▶ **Data for processing**
+-------+

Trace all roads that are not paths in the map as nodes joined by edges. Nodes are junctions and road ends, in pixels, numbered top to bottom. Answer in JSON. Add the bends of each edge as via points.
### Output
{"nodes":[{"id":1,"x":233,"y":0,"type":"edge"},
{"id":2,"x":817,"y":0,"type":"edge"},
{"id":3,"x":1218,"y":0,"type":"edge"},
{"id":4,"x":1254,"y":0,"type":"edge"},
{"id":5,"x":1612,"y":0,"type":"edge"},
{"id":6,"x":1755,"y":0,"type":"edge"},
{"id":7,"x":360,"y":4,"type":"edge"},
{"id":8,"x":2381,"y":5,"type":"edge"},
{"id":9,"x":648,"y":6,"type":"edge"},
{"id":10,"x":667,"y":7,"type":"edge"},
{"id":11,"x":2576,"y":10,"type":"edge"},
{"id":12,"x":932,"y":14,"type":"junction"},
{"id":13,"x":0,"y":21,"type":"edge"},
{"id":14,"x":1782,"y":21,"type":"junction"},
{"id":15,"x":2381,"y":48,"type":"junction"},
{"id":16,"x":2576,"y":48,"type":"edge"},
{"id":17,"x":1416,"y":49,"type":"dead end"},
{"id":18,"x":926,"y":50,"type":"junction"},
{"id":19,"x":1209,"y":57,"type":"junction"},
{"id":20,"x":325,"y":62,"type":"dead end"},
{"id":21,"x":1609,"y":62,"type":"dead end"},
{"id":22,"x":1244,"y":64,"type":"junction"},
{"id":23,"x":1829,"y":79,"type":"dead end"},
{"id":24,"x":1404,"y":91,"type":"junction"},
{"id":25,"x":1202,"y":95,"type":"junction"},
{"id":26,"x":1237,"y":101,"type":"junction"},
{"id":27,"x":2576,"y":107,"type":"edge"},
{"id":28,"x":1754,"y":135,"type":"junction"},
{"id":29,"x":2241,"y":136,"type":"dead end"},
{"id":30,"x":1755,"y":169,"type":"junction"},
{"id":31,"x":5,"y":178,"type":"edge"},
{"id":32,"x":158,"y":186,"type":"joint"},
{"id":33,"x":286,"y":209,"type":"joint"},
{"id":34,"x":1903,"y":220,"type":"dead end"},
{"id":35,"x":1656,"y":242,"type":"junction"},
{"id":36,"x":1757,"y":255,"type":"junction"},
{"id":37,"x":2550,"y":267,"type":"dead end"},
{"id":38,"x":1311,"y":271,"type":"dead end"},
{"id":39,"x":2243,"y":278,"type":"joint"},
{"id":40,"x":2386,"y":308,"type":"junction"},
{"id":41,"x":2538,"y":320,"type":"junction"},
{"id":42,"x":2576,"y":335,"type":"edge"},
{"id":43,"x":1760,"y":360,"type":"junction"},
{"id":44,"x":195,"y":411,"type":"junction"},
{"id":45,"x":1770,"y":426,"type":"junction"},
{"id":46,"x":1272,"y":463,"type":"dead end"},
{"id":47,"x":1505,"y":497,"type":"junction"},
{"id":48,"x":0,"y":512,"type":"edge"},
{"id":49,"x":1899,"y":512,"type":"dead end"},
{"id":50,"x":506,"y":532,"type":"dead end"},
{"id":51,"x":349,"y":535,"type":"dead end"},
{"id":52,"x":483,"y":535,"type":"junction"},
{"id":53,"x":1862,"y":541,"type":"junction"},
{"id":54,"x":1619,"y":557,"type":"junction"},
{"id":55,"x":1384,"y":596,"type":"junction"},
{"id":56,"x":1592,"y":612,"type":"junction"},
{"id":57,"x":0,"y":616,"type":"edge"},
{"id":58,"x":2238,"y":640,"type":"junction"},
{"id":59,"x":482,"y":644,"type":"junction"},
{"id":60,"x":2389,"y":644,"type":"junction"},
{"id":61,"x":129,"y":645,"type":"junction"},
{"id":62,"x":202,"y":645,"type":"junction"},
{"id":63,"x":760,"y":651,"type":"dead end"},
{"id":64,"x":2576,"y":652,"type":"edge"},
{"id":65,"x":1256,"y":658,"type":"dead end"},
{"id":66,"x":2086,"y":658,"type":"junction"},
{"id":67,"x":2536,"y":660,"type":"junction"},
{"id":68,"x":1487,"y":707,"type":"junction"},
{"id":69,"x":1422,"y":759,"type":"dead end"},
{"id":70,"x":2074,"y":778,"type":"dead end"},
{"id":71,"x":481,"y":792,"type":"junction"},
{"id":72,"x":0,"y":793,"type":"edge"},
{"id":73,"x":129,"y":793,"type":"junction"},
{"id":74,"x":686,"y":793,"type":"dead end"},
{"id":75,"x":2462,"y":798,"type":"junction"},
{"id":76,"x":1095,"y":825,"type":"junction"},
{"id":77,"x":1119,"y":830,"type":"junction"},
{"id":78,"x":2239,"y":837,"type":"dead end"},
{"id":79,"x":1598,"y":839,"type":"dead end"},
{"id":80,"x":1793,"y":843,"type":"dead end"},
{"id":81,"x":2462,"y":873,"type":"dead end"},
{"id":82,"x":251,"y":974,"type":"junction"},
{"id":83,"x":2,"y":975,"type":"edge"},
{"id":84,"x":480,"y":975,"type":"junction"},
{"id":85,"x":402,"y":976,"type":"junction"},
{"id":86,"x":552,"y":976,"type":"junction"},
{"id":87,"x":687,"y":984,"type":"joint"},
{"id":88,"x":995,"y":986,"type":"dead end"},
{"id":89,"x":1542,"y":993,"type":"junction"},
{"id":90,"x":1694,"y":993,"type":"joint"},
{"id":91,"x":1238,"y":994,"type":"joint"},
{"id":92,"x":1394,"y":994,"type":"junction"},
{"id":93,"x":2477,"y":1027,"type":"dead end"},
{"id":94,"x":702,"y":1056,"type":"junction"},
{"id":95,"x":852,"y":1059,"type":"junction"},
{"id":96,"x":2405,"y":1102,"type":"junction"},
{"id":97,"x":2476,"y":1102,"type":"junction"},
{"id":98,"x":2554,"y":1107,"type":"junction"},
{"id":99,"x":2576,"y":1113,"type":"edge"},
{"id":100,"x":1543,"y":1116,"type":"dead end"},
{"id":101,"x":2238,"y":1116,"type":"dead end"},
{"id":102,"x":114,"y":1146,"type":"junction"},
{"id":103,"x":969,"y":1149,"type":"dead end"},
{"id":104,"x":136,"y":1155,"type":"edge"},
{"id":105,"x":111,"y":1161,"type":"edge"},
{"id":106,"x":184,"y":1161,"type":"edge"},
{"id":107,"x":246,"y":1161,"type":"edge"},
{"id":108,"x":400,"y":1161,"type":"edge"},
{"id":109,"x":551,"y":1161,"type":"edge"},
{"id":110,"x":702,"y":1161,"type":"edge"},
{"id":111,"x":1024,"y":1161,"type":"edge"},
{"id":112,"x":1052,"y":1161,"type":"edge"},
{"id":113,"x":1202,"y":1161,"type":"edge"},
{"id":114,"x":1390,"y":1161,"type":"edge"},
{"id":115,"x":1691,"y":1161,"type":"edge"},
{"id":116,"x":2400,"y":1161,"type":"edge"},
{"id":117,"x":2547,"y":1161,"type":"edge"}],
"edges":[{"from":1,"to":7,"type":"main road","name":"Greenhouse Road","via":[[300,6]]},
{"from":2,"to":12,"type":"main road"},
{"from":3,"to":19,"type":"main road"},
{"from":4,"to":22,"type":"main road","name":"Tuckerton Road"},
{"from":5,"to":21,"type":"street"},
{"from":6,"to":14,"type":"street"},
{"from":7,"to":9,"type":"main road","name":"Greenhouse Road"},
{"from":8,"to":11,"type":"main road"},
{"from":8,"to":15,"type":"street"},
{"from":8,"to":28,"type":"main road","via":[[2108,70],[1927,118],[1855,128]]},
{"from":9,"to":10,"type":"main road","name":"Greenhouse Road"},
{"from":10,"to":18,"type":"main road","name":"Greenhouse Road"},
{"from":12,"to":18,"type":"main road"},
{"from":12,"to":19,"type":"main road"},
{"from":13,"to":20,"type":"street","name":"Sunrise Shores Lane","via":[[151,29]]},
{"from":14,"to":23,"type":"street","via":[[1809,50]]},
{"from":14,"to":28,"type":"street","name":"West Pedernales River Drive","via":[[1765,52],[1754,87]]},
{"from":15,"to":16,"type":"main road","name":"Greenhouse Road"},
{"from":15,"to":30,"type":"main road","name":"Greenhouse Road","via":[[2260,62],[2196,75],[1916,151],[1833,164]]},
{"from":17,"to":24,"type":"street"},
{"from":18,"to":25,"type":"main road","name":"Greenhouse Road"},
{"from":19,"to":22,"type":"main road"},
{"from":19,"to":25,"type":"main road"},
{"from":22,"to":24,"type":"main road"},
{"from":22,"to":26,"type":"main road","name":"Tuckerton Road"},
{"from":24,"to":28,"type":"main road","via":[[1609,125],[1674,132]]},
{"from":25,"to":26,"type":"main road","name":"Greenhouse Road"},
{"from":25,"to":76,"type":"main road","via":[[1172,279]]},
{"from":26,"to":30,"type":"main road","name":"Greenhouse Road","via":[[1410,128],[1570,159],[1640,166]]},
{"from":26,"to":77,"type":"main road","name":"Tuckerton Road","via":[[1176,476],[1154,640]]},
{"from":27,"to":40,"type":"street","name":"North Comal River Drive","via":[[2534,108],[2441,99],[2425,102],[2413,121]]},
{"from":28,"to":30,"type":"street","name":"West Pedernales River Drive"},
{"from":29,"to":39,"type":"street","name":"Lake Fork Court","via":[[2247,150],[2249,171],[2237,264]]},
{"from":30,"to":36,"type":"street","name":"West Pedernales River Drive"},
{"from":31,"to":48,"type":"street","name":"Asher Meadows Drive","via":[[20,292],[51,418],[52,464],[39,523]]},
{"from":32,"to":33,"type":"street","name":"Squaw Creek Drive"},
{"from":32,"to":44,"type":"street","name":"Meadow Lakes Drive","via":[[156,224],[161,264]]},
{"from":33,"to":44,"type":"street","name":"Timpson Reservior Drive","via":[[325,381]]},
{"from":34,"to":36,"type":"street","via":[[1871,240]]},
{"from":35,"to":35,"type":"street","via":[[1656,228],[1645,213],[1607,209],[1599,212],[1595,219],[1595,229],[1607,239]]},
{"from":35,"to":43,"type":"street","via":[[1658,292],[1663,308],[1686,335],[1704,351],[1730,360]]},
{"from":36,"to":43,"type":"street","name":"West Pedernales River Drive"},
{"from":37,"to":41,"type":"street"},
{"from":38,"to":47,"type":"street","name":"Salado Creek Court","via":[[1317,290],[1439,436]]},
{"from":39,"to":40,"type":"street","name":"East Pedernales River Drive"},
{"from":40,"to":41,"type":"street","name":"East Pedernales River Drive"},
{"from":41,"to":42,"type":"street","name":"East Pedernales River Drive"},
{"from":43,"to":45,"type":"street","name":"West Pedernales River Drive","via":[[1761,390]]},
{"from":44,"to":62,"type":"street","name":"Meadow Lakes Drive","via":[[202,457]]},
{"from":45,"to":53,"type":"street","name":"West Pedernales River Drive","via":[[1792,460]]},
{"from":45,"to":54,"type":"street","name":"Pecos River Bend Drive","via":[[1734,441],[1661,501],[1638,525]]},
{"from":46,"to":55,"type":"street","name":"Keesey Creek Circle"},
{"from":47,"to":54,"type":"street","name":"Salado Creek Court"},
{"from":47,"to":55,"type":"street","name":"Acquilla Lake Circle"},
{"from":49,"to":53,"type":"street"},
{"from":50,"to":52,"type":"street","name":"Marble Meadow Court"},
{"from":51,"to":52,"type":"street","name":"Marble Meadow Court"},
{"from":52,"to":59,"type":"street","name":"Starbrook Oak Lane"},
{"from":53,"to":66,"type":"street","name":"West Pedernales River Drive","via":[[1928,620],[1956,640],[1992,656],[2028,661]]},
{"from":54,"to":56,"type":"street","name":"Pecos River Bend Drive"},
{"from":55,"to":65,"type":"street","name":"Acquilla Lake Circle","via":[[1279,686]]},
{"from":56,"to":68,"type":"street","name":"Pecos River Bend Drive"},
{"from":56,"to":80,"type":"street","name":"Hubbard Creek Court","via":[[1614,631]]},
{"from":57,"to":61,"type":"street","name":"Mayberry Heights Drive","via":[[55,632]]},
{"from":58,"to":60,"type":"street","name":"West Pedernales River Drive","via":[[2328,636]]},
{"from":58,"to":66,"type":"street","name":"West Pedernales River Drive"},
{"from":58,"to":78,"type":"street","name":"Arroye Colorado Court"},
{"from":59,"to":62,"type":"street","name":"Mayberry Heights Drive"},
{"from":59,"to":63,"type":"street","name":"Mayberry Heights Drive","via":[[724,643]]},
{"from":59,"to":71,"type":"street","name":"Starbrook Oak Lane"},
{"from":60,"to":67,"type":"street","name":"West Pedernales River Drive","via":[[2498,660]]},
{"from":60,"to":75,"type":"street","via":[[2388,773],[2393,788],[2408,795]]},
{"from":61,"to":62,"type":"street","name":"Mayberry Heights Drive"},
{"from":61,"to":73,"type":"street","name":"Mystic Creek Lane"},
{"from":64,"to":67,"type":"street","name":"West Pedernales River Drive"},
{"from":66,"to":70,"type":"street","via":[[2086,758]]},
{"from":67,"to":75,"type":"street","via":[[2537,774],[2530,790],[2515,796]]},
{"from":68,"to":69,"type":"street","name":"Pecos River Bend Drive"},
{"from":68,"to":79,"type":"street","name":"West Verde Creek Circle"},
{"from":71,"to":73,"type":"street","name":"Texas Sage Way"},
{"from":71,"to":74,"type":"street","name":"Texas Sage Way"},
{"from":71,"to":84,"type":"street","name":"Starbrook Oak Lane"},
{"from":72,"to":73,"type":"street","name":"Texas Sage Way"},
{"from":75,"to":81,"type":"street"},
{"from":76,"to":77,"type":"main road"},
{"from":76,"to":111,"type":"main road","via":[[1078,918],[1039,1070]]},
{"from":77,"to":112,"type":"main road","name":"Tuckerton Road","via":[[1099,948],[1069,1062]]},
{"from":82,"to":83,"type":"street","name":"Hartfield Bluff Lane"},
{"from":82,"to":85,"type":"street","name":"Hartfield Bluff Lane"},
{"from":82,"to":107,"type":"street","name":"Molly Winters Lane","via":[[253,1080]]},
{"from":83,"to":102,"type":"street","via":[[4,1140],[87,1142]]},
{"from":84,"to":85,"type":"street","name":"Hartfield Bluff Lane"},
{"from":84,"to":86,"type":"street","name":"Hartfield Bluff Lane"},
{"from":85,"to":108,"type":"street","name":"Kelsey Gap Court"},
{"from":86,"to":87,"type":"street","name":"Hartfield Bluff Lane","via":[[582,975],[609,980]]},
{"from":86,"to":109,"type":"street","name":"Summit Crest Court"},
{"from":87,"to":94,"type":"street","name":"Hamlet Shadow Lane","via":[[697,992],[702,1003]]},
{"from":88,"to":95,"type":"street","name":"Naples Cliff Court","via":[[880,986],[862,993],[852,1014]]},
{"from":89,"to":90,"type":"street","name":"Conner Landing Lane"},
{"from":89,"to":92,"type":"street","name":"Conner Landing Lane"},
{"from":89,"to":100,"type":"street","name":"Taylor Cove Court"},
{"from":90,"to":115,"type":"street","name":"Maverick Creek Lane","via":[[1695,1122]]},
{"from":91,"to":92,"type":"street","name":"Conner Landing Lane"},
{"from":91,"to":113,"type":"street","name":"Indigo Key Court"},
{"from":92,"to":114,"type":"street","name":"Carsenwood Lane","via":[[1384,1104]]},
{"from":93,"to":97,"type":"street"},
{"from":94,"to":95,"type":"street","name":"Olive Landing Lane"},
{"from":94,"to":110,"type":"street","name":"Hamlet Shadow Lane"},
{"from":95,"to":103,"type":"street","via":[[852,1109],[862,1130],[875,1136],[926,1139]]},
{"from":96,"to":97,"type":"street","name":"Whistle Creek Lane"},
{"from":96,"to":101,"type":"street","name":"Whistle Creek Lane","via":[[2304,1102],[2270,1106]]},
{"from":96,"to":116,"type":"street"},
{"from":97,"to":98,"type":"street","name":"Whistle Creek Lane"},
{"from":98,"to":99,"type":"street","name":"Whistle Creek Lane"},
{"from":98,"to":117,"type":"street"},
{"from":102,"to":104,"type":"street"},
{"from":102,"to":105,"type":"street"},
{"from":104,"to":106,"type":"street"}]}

+-------+

▶ **Exercise objective**
What is the number of lines above that hold the string "Conner"? Answer with that number alone.

▶ **Response to the task**
3